> Try it: Write out, word for word, every line from the one containing "Road topology of" through the final line of the records.

Source records

==*==

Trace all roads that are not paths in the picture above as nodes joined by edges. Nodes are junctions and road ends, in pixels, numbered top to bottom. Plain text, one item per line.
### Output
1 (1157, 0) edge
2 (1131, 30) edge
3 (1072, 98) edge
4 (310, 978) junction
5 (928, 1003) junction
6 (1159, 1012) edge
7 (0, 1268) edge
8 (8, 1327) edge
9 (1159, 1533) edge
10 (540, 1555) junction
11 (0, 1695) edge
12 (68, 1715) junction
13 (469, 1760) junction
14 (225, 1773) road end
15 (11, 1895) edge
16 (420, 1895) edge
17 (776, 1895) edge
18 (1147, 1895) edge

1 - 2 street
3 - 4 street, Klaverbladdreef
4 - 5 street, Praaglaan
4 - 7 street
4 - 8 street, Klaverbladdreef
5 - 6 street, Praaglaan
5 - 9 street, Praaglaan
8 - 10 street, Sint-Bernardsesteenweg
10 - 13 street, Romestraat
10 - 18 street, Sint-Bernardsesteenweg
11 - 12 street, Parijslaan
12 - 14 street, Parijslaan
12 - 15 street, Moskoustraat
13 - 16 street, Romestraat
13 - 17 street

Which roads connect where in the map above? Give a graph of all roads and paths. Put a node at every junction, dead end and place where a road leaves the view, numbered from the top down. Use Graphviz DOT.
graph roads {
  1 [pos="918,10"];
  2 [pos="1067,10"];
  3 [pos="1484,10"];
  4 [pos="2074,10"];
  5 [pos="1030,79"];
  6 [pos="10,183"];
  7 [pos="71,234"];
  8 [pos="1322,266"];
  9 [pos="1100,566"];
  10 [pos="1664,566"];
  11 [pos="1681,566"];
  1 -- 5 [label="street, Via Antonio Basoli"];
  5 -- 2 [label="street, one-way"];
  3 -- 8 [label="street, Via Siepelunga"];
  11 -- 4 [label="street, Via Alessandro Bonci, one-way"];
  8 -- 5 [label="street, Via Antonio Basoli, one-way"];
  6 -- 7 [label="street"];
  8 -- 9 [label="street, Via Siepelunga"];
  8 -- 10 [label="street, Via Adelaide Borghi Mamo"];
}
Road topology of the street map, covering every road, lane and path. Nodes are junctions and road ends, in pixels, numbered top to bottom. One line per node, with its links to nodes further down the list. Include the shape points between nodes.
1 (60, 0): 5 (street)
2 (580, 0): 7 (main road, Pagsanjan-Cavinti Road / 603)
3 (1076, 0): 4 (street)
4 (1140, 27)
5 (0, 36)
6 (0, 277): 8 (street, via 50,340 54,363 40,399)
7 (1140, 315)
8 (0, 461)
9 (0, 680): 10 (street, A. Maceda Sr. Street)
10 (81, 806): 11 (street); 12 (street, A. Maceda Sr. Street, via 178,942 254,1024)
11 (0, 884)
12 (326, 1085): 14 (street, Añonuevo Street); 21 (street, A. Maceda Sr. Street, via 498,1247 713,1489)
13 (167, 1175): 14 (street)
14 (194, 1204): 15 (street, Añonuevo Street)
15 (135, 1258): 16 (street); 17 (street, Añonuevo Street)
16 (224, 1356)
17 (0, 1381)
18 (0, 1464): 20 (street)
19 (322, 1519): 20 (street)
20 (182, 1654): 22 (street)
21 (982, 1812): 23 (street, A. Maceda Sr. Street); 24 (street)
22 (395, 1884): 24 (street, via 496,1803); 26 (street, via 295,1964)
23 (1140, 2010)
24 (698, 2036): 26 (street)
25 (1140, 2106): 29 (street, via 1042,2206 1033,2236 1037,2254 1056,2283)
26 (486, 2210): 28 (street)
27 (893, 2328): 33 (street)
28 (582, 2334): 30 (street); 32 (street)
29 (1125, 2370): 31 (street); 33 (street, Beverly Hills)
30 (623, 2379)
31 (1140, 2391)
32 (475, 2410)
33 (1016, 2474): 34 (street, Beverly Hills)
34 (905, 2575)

==*==

> Task answer:
Road topology of the street map, covering every road, lane and path. Nodes are junctions and road ends, in pixels, numbered top to bottom. One line per node, with its links to nodes further down the list. Include the shape points between nodes.
1 (60, 0): 5 (street)
2 (580, 0): 7 (main road, Pagsanjan-Cavinti Road / 603)
3 (1076, 0): 4 (street)
4 (1140, 27)
5 (0, 36)
6 (0, 277): 8 (street, via 50,340 54,363 40,399)
7 (1140, 315)
8 (0, 461)
9 (0, 680): 10 (street, A. Maceda Sr. Street)
10 (81, 806): 11 (street); 12 (street, A. Maceda Sr. Street, via 178,942 254,1024)
11 (0, 884)
12 (326, 1085): 14 (street, Añonuevo Street); 21 (street, A. Maceda Sr. Street, via 498,1247 713,1489)
13 (167, 1175): 14 (street)
14 (194, 1204): 15 (street, Añonuevo Street)
15 (135, 1258): 16 (street); 17 (street, Añonuevo Street)
16 (224, 1356)
17 (0, 1381)
18 (0, 1464): 20 (street)
19 (322, 1519): 20 (street)
20 (182, 1654): 22 (street)
21 (982, 1812): 23 (street, A. Maceda Sr. Street); 24 (street)
22 (395, 1884): 24 (street, via 496,1803); 26 (street, via 295,1964)
23 (1140, 2010)
24 (698, 2036): 26 (street)
25 (1140, 2106): 29 (street, via 1042,2206 1033,2236 1037,2254 1056,2283)
26 (486, 2210): 28 (street)
27 (893, 2328): 33 (street)
28 (582, 2334): 30 (street); 32 (street)
29 (1125, 2370): 31 (street); 33 (street, Beverly Hills)
30 (623, 2379)
31 (1140, 2391)
32 (475, 2410)
33 (1016, 2474): 34 (street, Beverly Hills)
34 (905, 2575)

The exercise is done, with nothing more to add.